Les dépassements et les pneus, comme de fait, ont été au cœur de cette neuvième place chèrement acquise. Neuvième place qui, avouons-le, était inattendue après la journée désastreuse de samedi.

Stroll a lancé la course chaussé de pneus durs, les plus durables. Une parfaite stratégie, bien étudiée. Stroll a mangé trois positions dès l’entame grâce à une audacieuse manœuvre vers le premier virage. Il était alors 14e.

« C’était un pari de partir en durs. On ne savait pas exactement quel pneu serait le meilleur pour le début de la course, et c’était le meilleur choix que l’on pouvait faire. Qu’est-ce qu’on fait quand on part d’aussi loin ? Sergio Pérez [qui partait 15e] a pris la décision d’y aller avec des pneus médiums. Je voulais partir sur les durs, et ça a bien marché. »

Au 7e tour, Stroll a passé Antonio Giovinazzi. Puis, Pierre Gasly et Daniel Ricciardo sont entrés aux puits. Lando Norris a abandonné, le pneu arrière droit en feu. Stroll a ensuite passé Pérez.

Si bien qu’au 13e tour, le Québécois était remonté à la 8e place, avec Gasly dans le rétroviseur. Un départ exceptionnel. Les jeunes pilotes ont lutté pour chaque fraction de seconde pendant plus de 30 tours, avant que Stroll doive rentrer aux puits pour passer en médiums.

« Ce n’est pas idéal pour Pierre Gasly, il avait des pneus frais. J’ai un peu tué sa course. On avait du bon rythme sur le pneu dur. C’est vraiment ce qui a fait la course. »

Un petit dernier

À sa sortie des puits, Stroll s’est retrouvé en 10e place, et en apparence, c’est là qu’il allait terminer sa journée. Mais à trois tours de la fin, il est remonté dans la roue de Carlos Sainz fils, pour finir par le doubler à la régulière sur la ligne droite le tour suivant. Cette lutte contre Gasly puis ce dépassement sur Sainz ont été possibles grâce à une voiture qui était à point pour la course. Stroll a fait le reste, avec audace.

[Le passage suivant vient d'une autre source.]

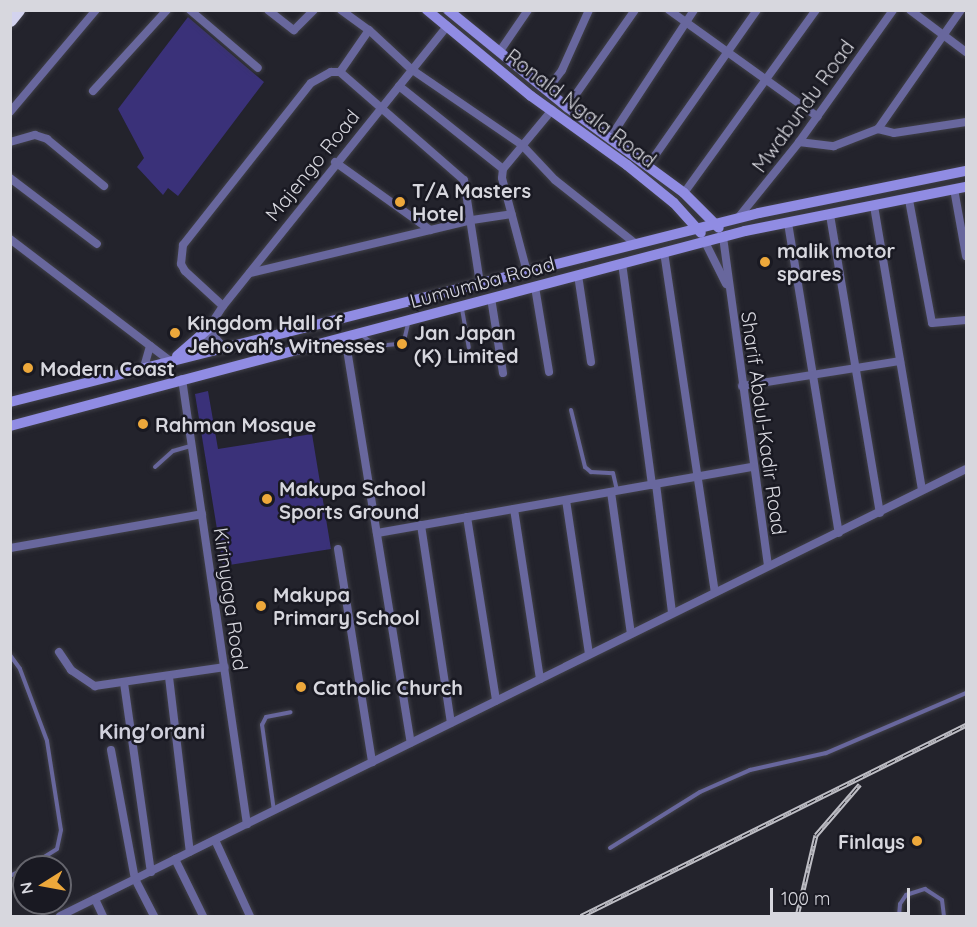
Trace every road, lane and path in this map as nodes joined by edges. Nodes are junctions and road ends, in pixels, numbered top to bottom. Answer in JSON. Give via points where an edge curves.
{"nodes":[{"id":1,"x":18,"y":10,"type":"edge"},
{"id":2,"x":96,"y":10,"type":"edge"},
{"id":3,"x":167,"y":10,"type":"edge"},
{"id":4,"x":190,"y":10,"type":"edge"},
{"id":5,"x":268,"y":10,"type":"edge"},
{"id":6,"x":314,"y":10,"type":"edge"},
{"id":7,"x":341,"y":10,"type":"edge"},
{"id":8,"x":427,"y":10,"type":"edge"},
{"id":9,"x":528,"y":10,"type":"edge"},
{"id":10,"x":590,"y":10,"type":"edge"},
{"id":11,"x":635,"y":10,"type":"edge"},
{"id":12,"x":669,"y":10,"type":"edge"},
{"id":13,"x":694,"y":10,"type":"edge"},
{"id":14,"x":757,"y":10,"type":"edge"},
{"id":15,"x":816,"y":10,"type":"edge"},
{"id":16,"x":892,"y":10,"type":"edge"},
{"id":17,"x":910,"y":10,"type":"edge"},
{"id":18,"x":961,"y":10,"type":"edge"},
{"id":19,"x":453,"y":12,"type":"edge"},
{"id":20,"x":10,"y":20,"type":"edge"},
{"id":21,"x":686,"y":22,"type":"junction"},
{"id":22,"x":447,"y":26,"type":"junction"},
{"id":23,"x":369,"y":30,"type":"junction"},
{"id":24,"x":946,"y":36,"type":"junction"},
{"id":25,"x":500,"y":51,"type":"junction"},
{"id":26,"x":727,"y":51,"type":"junction"},
{"id":27,"x":966,"y":52,"type":"edge"},
{"id":28,"x":258,"y":68,"type":"dead end"},
{"id":29,"x":411,"y":69,"type":"junction"},
{"id":30,"x":340,"y":72,"type":"junction"},
{"id":31,"x":766,"y":79,"type":"junction"},
{"id":32,"x":399,"y":86,"type":"junction"},
{"id":33,"x":547,"y":90,"type":"junction"},
{"id":34,"x":93,"y":91,"type":"dead end"},
{"id":35,"x":567,"y":106,"type":"junction"},
{"id":36,"x":380,"y":110,"type":"junction"},
{"id":37,"x":552,"y":110,"type":"junction"},
{"id":38,"x":10,"y":112,"type":"edge"},
{"id":39,"x":818,"y":117,"type":"junction"},
{"id":40,"x":966,"y":122,"type":"edge"},
{"id":41,"x":878,"y":129,"type":"junction"},
{"id":42,"x":610,"y":138,"type":"junction"},
{"id":43,"x":10,"y":142,"type":"edge"},
{"id":44,"x":799,"y":142,"type":"junction"},
{"id":45,"x":522,"y":145,"type":"junction"},
{"id":46,"x":335,"y":162,"type":"junction"},
{"id":47,"x":647,"y":167,"type":"junction"},
{"id":48,"x":503,"y":169,"type":"junction"},
{"id":49,"x":966,"y":171,"type":"edge"},
{"id":50,"x":10,"y":178,"type":"edge"},
{"id":51,"x":104,"y":186,"type":"dead end"},
{"id":52,"x":966,"y":187,"type":"edge"},
{"id":53,"x":954,"y":189,"type":"junction"},
{"id":54,"x":684,"y":193,"type":"junction"},
{"id":55,"x":909,"y":200,"type":"junction"},
{"id":56,"x":874,"y":206,"type":"junction"},
{"id":57,"x":512,"y":214,"type":"junction"},
{"id":58,"x":830,"y":215,"type":"junction"},
{"id":59,"x":738,"y":218,"type":"junction"},
{"id":60,"x":472,"y":220,"type":"junction"},
{"id":61,"x":788,"y":223,"type":"junction"},
{"id":62,"x":717,"y":224,"type":"junction"},
{"id":63,"x":699,"y":228,"type":"junction"},
{"id":64,"x":430,"y":230,"type":"junction"},
{"id":65,"x":723,"y":237,"type":"junction"},
{"id":66,"x":10,"y":238,"type":"edge"},
{"id":67,"x":705,"y":242,"type":"junction"},
{"id":68,"x":97,"y":244,"type":"dead end"},
{"id":69,"x":636,"y":244,"type":"junction"},
{"id":70,"x":664,"y":252,"type":"junction"},
{"id":71,"x":966,"y":256,"type":"edge"},
{"id":72,"x":622,"y":264,"type":"junction"},
{"id":73,"x":527,"y":272,"type":"junction"},
{"id":74,"x":249,"y":273,"type":"junction"},
{"id":75,"x":578,"y":275,"type":"junction"},
{"id":76,"x":480,"y":283,"type":"junction"},
{"id":77,"x":727,"y":285,"type":"junction"},
{"id":78,"x":535,"y":287,"type":"junction"},
{"id":79,"x":490,"y":298,"type":"junction"},
{"id":80,"x":461,"y":305,"type":"junction"},
{"id":81,"x":223,"y":306,"type":"junction"},
{"id":82,"x":409,"y":320,"type":"junction"},
{"id":83,"x":966,"y":320,"type":"edge"},
{"id":84,"x":208,"y":329,"type":"junction"},
{"id":85,"x":360,"y":333,"type":"junction"},
{"id":86,"x":345,"y":337,"type":"junction"},
{"id":87,"x":150,"y":346,"type":"junction"},
{"id":88,"x":469,"y":347,"type":"dead end"},
{"id":89,"x":224,"y":348,"type":"junction"},
{"id":90,"x":203,"y":352,"type":"junction"},
{"id":91,"x":170,"y":360,"type":"junction"},
{"id":92,"x":900,"y":361,"type":"junction"},
{"id":93,"x":591,"y":362,"type":"dead end"},
{"id":94,"x":147,"y":366,"type":"junction"},
{"id":95,"x":857,"y":368,"type":"junction"},
{"id":96,"x":503,"y":372,"type":"dead end"},
{"id":97,"x":549,"y":372,"type":"dead end"},
{"id":98,"x":207,"y":374,"type":"junction"},
{"id":99,"x":813,"y":375,"type":"junction"},
{"id":100,"x":182,"y":380,"type":"junction"},
{"id":101,"x":742,"y":386,"type":"junction"},
{"id":102,"x":155,"y":387,"type":"junction"},
{"id":103,"x":10,"y":402,"type":"edge"},
{"id":104,"x":571,"y":410,"type":"dead end"},
{"id":105,"x":10,"y":426,"type":"edge"},
{"id":106,"x":192,"y":446,"type":"junction"},
{"id":107,"x":154,"y":467,"type":"dead end"},
{"id":108,"x":753,"y":467,"type":"junction"},
{"id":109,"x":966,"y":469,"type":"edge"},
{"id":110,"x":699,"y":476,"type":"junction"},
{"id":111,"x":654,"y":484,"type":"junction"},
{"id":112,"x":922,"y":490,"type":"junction"},
{"id":113,"x":614,"y":491,"type":"junction"},
{"id":114,"x":566,"y":500,"type":"junction"},
{"id":115,"x":514,"y":509,"type":"junction"},
{"id":116,"x":880,"y":513,"type":"junction"},
{"id":117,"x":202,"y":514,"type":"junction"},
{"id":118,"x":467,"y":517,"type":"junction"},
{"id":119,"x":421,"y":525,"type":"junction"},
{"id":120,"x":377,"y":533,"type":"junction"},
{"id":121,"x":839,"y":533,"type":"junction"},
{"id":122,"x":10,"y":548,"type":"edge"},
{"id":123,"x":338,"y":549,"type":"dead end"},
{"id":124,"x":768,"y":566,"type":"junction"},
{"id":125,"x":715,"y":592,"type":"junction"},
{"id":126,"x":672,"y":613,"type":"junction"},
{"id":127,"x":631,"y":634,"type":"junction"},
{"id":128,"x":59,"y":652,"type":"dead end"},
{"id":129,"x":589,"y":654,"type":"junction"},
{"id":130,"x":10,"y":655,"type":"edge"},
{"id":131,"x":225,"y":666,"type":"junction"},
{"id":132,"x":169,"y":677,"type":"junction"},
{"id":133,"x":540,"y":679,"type":"junction"},
{"id":134,"x":124,"y":683,"type":"junction"},
{"id":135,"x":966,"y":693,"type":"edge"},
{"id":136,"x":496,"y":700,"type":"junction"},
{"id":137,"x":291,"y":712,"type":"dead end"},
{"id":138,"x":451,"y":723,"type":"junction"},
{"id":139,"x":411,"y":743,"type":"junction"},
{"id":140,"x":111,"y":750,"type":"dead end"},
{"id":141,"x":372,"y":762,"type":"junction"},
{"id":142,"x":274,"y":811,"type":"junction"},
{"id":143,"x":247,"y":824,"type":"junction"},
{"id":144,"x":215,"y":840,"type":"junction"},
{"id":145,"x":610,"y":848,"type":"dead end"},
{"id":146,"x":190,"y":852,"type":"junction"},
{"id":147,"x":47,"y":855,"type":"edge"},
{"id":148,"x":176,"y":859,"type":"junction"},
{"id":149,"x":151,"y":872,"type":"junction"},
{"id":150,"x":135,"y":879,"type":"junction"},
{"id":151,"x":95,"y":899,"type":"junction"},
{"id":152,"x":60,"y":916,"type":"edge"},
{"id":153,"x":103,"y":916,"type":"edge"},
{"id":154,"x":154,"y":916,"type":"edge"},
{"id":155,"x":203,"y":916,"type":"edge"},
{"id":156,"x":250,"y":916,"type":"edge"},
{"id":157,"x":899,"y":916,"type":"edge"},
{"id":158,"x":944,"y":916,"type":"edge"}],
"edges":[{"from":1,"to":20,"type":"highway"},
{"from":2,"to":38,"type":"street"},
{"from":3,"to":34,"type":"street"},
{"from":4,"to":28,"type":"street"},
{"from":5,"to":6,"type":"street","via":[[294,30]]},
{"from":7,"to":23,"type":"street"},
{"from":8,"to":22,"type":"main road","name":"Ronald Ngala Road"},
{"from":9,"to":25,"type":"street"},
{"from":10,"to":33,"type":"street","via":[[562,70]]},
{"from":11,"to":35,"type":"street"},
{"from":12,"to":21,"type":"street"},
{"from":13,"to":21,"type":"street"},
{"from":14,"to":26,"type":"street"},
{"from":15,"to":31,"type":"street"},
{"from":16,"to":39,"type":"street","name":"Mwabundu Road"},
{"from":17,"to":24,"type":"street"},
{"from":18,"to":24,"type":"street"},
{"from":19,"to":25,"type":"main road","name":"Ronald Ngala Road"},
{"from":21,"to":26,"type":"street"},
{"from":21,"to":42,"type":"street"},
{"from":22,"to":29,"type":"street","name":"Majengo Road"},
{"from":22,"to":37,"type":"main road","name":"Ronald Ngala Road"},
{"from":23,"to":29,"type":"street"},
{"from":23,"to":30,"type":"street"},
{"from":24,"to":27,"type":"street"},
{"from":24,"to":41,"type":"street"},
{"from":25,"to":33,"type":"main road","name":"Ronald Ngala Road"},
{"from":26,"to":31,"type":"street"},
{"from":26,"to":47,"type":"street"},
{"from":29,"to":32,"type":"street","name":"Majengo Road"},
{"from":29,"to":45,"type":"street"},
{"from":30,"to":36,"type":"street"},
{"from":30,"to":81,"type":"street","via":[[323,74],[311,83],[183,244],[180,264]]},
{"from":31,"to":39,"type":"street"},
{"from":31,"to":54,"type":"street"},
{"from":32,"to":36,"type":"street","name":"Majengo Road"},
{"from":32,"to":48,"type":"street"},
{"from":33,"to":35,"type":"main road","name":"Ronald Ngala Road"},
{"from":35,"to":42,"type":"main road","name":"Ronald Ngala Road"},
{"from":36,"to":46,"type":"street","name":"Majengo Road"},
{"from":36,"to":60,"type":"street","via":[[464,180]]},
{"from":37,"to":45,"type":"street"},
{"from":37,"to":63,"type":"main road","name":"Ronald Ngala Road","via":[[627,165]]},
{"from":39,"to":44,"type":"street","name":"Mwabundu Road"},
{"from":40,"to":41,"type":"street","via":[[894,133]]},
{"from":41,"to":44,"type":"street","via":[[834,146]]},
{"from":42,"to":47,"type":"main road","name":"Ronald Ngala Road"},
{"from":43,"to":51,"type":"street","via":[[35,135],[47,139]]},
{"from":44,"to":59,"type":"street","name":"Mwabundu Road"},
{"from":45,"to":48,"type":"street"},
{"from":45,"to":69,"type":"street","via":[[555,180]]},
{"from":46,"to":64,"type":"street"},
{"from":46,"to":74,"type":"street","name":"Majengo Road"},
{"from":47,"to":54,"type":"main road","name":"Ronald Ngala Road"},
{"from":48,"to":57,"type":"street","via":[[501,178]]},
{"from":49,"to":59,"type":"main road","name":"Lumumba Road"},
{"from":50,"to":68,"type":"street"},
{"from":52,"to":53,"type":"main road","name":"Lumumba Road"},
{"from":53,"to":55,"type":"main road","name":"Lumumba Road"},
{"from":53,"to":71,"type":"street"},
{"from":54,"to":62,"type":"main road","name":"Ronald Ngala Road"},
{"from":55,"to":56,"type":"main road","name":"Lumumba Road"},
{"from":55,"to":83,"type":"street","via":[[932,323]]},
{"from":56,"to":58,"type":"main road","name":"Lumumba Road"},
{"from":56,"to":92,"type":"street"},
{"from":57,"to":60,"type":"street"},
{"from":57,"to":73,"type":"street"},
{"from":58,"to":61,"type":"main road","name":"Lumumba Road"},
{"from":58,"to":95,"type":"street"},
{"from":59,"to":62,"type":"main road","name":"Lumumba Road"},
{"from":60,"to":64,"type":"street"},
{"from":60,"to":76,"type":"street"},
{"from":61,"to":65,"type":"main road","name":"Lumumba Road"},
{"from":61,"to":99,"type":"street"},
{"from":62,"to":63,"type":"main road","name":"Lumumba Road"},
{"from":62,"to":65,"type":"main road","name":"Ronald Ngala Road"},
{"from":63,"to":67,"type":"main road","name":"Ronald Ngala Road"},
{"from":63,"to":69,"type":"main road","name":"Lumumba Road"},
{"from":64,"to":74,"type":"street"},
{"from":65,"to":67,"type":"main road","name":"Lumumba Road"},
{"from":65,"to":77,"type":"street","name":"Sharif Abdul-Kadir Road"},
{"from":66,"to":87,"type":"street"},
{"from":67,"to":70,"type":"main road","name":"Lumumba Road"},
{"from":67,"to":77,"type":"street","name":"Sharif Abdul-Kadir Road"},
{"from":69,"to":73,"type":"main road","name":"Lumumba Road"},
{"from":70,"to":72,"type":"main road","name":"Lumumba Road"},
{"from":70,"to":110,"type":"street"},
{"from":72,"to":75,"type":"main road","name":"Lumumba Road"},
{"from":72,"to":111,"type":"street"},
{"from":73,"to":76,"type":"main road","name":"Lumumba Road"},
{"from":74,"to":81,"type":"street","name":"Majengo Road"},
{"from":75,"to":78,"type":"main road","name":"Lumumba Road"},
{"from":75,"to":93,"type":"street"},
{"from":76,"to":89,"type":"main road","name":"Lumumba Road"},
{"from":77,"to":101,"type":"street","name":"Sharif Abdul-Kadir Road"},
{"from":78,"to":79,"type":"main road","name":"Lumumba Road"},
{"from":78,"to":97,"type":"street"},
{"from":79,"to":80,"type":"main road","name":"Lumumba Road"},
{"from":79,"to":96,"type":"street"},
{"from":80,"to":82,"type":"main road","name":"Lumumba Road"},
{"from":80,"to":88,"type":"lane"},
{"from":81,"to":84,"type":"street","name":"Majengo Road"},
{"from":82,"to":85,"type":"main road","name":"Lumumba Road"},
{"from":82,"to":85,"type":"lane","via":[[406,335],[398,344],[376,346]]},
{"from":84,"to":89,"type":"street"},
{"from":84,"to":90,"type":"street","name":"Majengo Road"},
{"from":84,"to":91,"type":"main road"},
{"from":85,"to":86,"type":"main road","name":"Lumumba Road"},
{"from":86,"to":98,"type":"main road","name":"Lumumba Road"},
{"from":86,"to":120,"type":"street"},
{"from":87,"to":91,"type":"street"},
{"from":87,"to":94,"type":"street"},
{"from":89,"to":90,"type":"main road","name":"Lumumba Road"},
{"from":90,"to":91,"type":"main road","name":"Lumumba Road"},
{"from":90,"to":98,"type":"main road"},
{"from":91,"to":94,"type":"main road","name":"Lumumba Road"},
{"from":92,"to":95,"type":"street"},
{"from":92,"to":112,"type":"street"},
{"from":94,"to":102,"type":"main road"},
{"from":94,"to":103,"type":"main road","name":"Lumumba Road"},
{"from":95,"to":99,"type":"street"},
{"from":95,"to":116,"type":"street"},
{"from":98,"to":100,"type":"main road","name":"Lumumba Road"},
{"from":99,"to":101,"type":"street"},
{"from":99,"to":121,"type":"street"},
{"from":100,"to":102,"type":"main road","name":"Lumumba Road"},
{"from":100,"to":106,"type":"street","name":"Kirinyaga Road"},
{"from":101,"to":108,"type":"street","name":"Sharif Abdul-Kadir Road"},
{"from":102,"to":105,"type":"main road","name":"Lumumba Road"},
{"from":104,"to":113,"type":"lane","via":[[585,467],[591,472],[613,474]]},
{"from":106,"to":107,"type":"lane","via":[[173,451]]},
{"from":106,"to":117,"type":"street","name":"Kirinyaga Road"},
{"from":108,"to":110,"type":"street"},
{"from":108,"to":124,"type":"street","name":"Sharif Abdul-Kadir Road"},
{"from":109,"to":112,"type":"street"},
{"from":110,"to":111,"type":"street"},
{"from":110,"to":125,"type":"street"},
{"from":111,"to":113,"type":"street"},
{"from":111,"to":126,"type":"street"},
{"from":112,"to":116,"type":"street"},
{"from":113,"to":114,"type":"street"},
{"from":113,"to":127,"type":"street"},
{"from":114,"to":115,"type":"street"},
{"from":114,"to":129,"type":"street"},
{"from":115,"to":118,"type":"street"},
{"from":115,"to":133,"type":"street"},
{"from":116,"to":121,"type":"street"},
{"from":117,"to":122,"type":"street"},
{"from":117,"to":131,"type":"street","name":"Kirinyaga Road"},
{"from":118,"to":119,"type":"street"},
{"from":118,"to":136,"type":"street"},
{"from":119,"to":120,"type":"street"},
{"from":119,"to":138,"type":"street"},
{"from":120,"to":139,"type":"street"},
{"from":121,"to":124,"type":"street"},
{"from":123,"to":141,"type":"street"},
{"from":124,"to":125,"type":"street"},
{"from":125,"to":126,"type":"street"},
{"from":126,"to":127,"type":"street"},
{"from":127,"to":129,"type":"street"},
{"from":128,"to":134,"type":"street","via":[[71,670],[95,686]]},
{"from":129,"to":133,"type":"street"},
{"from":130,"to":147,"type":"lane","via":[[20,669],[47,741],[61,830],[57,849]]},
{"from":131,"to":132,"type":"street"},
{"from":131,"to":143,"type":"street","name":"Kirinyaga Road"},
{"from":132,"to":134,"type":"street"},
{"from":132,"to":146,"type":"street"},
{"from":133,"to":136,"type":"street"},
{"from":134,"to":149,"type":"street"},
{"from":135,"to":145,"type":"lane","via":[[826,753],[750,770],[710,787]]},
{"from":136,"to":138,"type":"street"},
{"from":137,"to":142,"type":"lane","via":[[266,717],[262,725]]},
{"from":138,"to":139,"type":"street"},
{"from":139,"to":141,"type":"street"},
{"from":140,"to":150,"type":"street"},
{"from":141,"to":142,"type":"street"},
{"from":142,"to":143,"type":"street"},
{"from":143,"to":144,"type":"street"},
{"from":144,"to":146,"type":"street"},
{"from":144,"to":156,"type":"street"},
{"from":146,"to":148,"type":"street"},
{"from":148,"to":149,"type":"street"},
{"from":148,"to":155,"type":"street"},
{"from":149,"to":150,"type":"street"},
{"from":150,"to":151,"type":"street"},
{"from":150,"to":154,"type":"street"},
{"from":151,"to":152,"type":"street"},
{"from":151,"to":153,"type":"street"},
{"from":157,"to":158,"type":"lane","via":[[906,895],[925,889],[942,900]]}]}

« La voiture était bien meilleure aujourd’hui. J’ai pu dépasser, avoir un bon départ, imposer un bon rythme. Après, il y a eu de beaux dépassements sur Giovinazzi, puis Pérez à l’épingle. J’ai plongé d’assez loin, et ça a fait du bien de le faire devant les fans canadiens dans ma section. Après Sainz à la fin, c’était à la limite, et je savais que Daniil Kvyat s’en venait derrière moi. Il fallait que je fasse la manœuvre, et je l’ai bien fait. Ça donne encore plus de satisfaction. »

Après la course, Lawrence Stroll, père de Lance et propriétaire de Racing Point, était tout sourire. Il célébrait avec ses invités près de la tente de l’équipe. Il avait raison de le faire. Stroll n’était entré dans les points que deux fois cette saison, contre trois fois pour Pérez (dont une satisfaisante sixième place en Azerbaïdjan). À Montréal, devant son public, Stroll s’est bien battu.

Surtout que la journée de samedi faisait craindre le pire. Rappelons que lors de la troisième séance d’essais libres en matinée, Stroll n’a même pas complété un tour, victime d’un problème hydraulique. Dans les qualifications, équipé de l’ancienne version moins performante du moteur Mercedes, il avait été exclu dès Q1. Pour la 11e fois de suite.

Stroll a d’ailleurs gardé cet ancien moteur pour la course et il a été le premier à se surprendre de ses performances.

« On va voir pour la suite. Peut-être que celui-là me porte chance, même s’il est plus lent ! »

C’était dit à la blague. Stroll avait le cœur léger pour la première fois du week-end.